Après les attentats de Paris, la LCR tirait la sonnette d’alarme face aux procédures anti-démocratiques qui se mettent en place au nom de la lutte contre le terrorisme. Et près d’un millier de personnes signaient l’appel « De la peur à la résistance – urgence démocratique » qui se termine par: « Nous abominons le terrorisme de Daesh, mais nous lutterons contre la politique sécuritaire et liberticide que nos gouvernements veulent imposer au nom de la lutte contre les terroristes! »
Procès d’intention?
Les conséquences de « l’Etat d’exception » ne se sont pas fait attendre. Les perquisitions policières se sont multipliées, avec des méthodes choc (portes défoncées, fenêtres brisées, etc.) « Des policiers qui interrogent des élèves, musulmans, parce qu’ils ont participé à un débat en classe et que le professeur, inquiet de ce qu’il avait entendu, les a directement contactés sans en référer à la direction.
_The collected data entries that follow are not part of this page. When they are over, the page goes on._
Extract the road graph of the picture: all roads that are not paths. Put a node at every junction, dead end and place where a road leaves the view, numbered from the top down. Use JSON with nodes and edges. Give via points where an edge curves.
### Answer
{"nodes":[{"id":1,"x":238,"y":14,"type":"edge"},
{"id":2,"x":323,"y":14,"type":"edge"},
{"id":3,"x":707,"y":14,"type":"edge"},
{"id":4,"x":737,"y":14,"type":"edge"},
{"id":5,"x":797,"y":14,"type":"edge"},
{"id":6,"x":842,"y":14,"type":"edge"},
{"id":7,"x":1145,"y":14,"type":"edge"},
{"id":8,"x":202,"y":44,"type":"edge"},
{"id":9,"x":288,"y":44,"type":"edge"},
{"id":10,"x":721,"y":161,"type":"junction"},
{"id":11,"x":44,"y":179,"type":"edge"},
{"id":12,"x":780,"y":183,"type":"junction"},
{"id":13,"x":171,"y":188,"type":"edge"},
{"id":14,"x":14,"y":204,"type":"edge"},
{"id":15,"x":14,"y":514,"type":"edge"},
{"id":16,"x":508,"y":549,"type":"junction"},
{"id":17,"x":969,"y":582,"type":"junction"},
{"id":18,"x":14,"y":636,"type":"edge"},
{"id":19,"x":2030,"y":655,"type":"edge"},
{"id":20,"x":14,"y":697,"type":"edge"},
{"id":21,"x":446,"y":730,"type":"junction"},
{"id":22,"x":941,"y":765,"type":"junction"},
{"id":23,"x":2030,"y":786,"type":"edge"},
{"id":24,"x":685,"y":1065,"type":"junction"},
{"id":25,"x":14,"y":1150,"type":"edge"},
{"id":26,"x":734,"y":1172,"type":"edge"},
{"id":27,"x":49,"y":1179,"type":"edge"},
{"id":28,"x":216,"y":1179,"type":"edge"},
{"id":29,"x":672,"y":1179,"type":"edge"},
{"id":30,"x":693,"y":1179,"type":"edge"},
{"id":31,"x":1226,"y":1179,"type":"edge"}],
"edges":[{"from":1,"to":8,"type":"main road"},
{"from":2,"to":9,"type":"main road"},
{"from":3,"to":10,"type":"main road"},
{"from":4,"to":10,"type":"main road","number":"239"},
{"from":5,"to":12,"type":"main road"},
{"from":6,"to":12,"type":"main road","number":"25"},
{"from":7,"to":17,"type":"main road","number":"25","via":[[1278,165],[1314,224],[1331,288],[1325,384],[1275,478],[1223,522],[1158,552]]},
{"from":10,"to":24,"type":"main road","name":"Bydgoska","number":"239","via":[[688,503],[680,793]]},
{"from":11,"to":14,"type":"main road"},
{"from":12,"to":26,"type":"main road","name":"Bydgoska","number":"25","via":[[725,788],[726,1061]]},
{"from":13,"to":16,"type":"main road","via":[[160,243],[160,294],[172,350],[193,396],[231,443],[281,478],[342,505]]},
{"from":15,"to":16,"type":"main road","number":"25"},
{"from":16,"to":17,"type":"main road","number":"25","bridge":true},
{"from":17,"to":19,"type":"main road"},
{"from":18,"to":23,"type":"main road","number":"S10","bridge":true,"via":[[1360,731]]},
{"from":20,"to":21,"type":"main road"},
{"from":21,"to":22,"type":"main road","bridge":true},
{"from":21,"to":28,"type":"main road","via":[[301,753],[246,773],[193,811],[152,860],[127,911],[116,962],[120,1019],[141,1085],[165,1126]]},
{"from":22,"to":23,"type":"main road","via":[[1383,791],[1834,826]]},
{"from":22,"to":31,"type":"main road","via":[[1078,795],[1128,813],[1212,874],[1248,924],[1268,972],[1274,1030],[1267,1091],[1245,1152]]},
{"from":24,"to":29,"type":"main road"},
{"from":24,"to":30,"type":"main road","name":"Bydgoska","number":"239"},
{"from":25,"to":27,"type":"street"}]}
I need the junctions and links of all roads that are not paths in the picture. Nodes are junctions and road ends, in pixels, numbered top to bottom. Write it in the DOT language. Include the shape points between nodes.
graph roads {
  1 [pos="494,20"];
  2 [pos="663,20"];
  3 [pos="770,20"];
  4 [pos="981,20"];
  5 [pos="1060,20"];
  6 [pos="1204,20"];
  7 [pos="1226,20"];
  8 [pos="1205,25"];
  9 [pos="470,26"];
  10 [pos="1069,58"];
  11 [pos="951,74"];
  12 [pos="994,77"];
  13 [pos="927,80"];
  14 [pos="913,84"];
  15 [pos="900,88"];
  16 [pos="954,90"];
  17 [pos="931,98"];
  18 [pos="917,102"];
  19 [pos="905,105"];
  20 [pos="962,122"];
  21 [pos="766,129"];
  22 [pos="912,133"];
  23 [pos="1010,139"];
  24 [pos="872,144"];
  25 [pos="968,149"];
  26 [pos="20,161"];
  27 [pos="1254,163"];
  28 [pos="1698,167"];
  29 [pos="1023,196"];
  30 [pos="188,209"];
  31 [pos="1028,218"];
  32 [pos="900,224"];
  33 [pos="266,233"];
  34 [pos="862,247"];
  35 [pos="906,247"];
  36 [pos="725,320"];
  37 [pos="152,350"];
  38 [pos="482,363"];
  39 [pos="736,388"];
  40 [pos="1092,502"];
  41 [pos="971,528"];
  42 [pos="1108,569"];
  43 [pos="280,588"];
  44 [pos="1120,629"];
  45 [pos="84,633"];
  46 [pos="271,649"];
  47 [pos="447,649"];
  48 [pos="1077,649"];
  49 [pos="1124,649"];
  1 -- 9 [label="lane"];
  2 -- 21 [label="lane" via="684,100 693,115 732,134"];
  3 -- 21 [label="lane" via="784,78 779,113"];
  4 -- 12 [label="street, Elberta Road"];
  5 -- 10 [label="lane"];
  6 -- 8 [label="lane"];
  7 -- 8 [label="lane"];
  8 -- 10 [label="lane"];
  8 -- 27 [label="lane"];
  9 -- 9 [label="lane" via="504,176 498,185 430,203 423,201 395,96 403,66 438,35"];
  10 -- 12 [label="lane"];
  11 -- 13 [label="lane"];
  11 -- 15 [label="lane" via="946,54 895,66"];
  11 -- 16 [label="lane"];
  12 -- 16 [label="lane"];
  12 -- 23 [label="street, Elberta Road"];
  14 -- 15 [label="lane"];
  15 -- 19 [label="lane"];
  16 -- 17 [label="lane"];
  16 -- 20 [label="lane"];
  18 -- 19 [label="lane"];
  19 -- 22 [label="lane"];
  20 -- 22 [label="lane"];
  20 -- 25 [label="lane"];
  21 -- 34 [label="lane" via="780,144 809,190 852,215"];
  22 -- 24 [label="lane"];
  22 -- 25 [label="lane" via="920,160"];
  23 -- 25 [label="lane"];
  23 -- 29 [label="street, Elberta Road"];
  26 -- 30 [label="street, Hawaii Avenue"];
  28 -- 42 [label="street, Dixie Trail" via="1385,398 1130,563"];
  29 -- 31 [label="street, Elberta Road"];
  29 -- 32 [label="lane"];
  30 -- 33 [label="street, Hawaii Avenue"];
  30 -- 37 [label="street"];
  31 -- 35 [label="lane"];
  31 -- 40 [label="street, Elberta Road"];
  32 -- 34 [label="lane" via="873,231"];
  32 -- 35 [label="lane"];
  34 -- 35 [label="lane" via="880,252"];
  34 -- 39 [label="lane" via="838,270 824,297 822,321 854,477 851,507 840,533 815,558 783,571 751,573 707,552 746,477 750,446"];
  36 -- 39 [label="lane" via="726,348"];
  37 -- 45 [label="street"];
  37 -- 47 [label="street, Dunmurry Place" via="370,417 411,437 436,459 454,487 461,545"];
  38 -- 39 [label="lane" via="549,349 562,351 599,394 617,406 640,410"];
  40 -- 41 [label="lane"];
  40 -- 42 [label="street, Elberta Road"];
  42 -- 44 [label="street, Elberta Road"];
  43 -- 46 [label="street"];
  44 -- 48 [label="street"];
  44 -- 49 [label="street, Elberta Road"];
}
Un élève – musulman lui aussi – se fait violemment interpeller au moment où il achète son pique-nique de midi. Mitraillette pointée sur lui, il est fouillé et emmené au poste avant d’être libéré (…) « On ne peut en tout cas plus parler aujourd’hui d’incidents isolés », constate Patrick Charlier, directeur du Centre interfédéral pour l’Egalité des Chances (1). Des travailleurs, suspectés comme éléments « radicaux » sont dénoncés comme tels. Sous prétexte de « lutter contre le terrorisme », on a vu des bourgmestres interdire des manifestations ou des débats publics. Le MR profite de la situation pour déposer une proposition de loi visant à interdire les piquets de grève…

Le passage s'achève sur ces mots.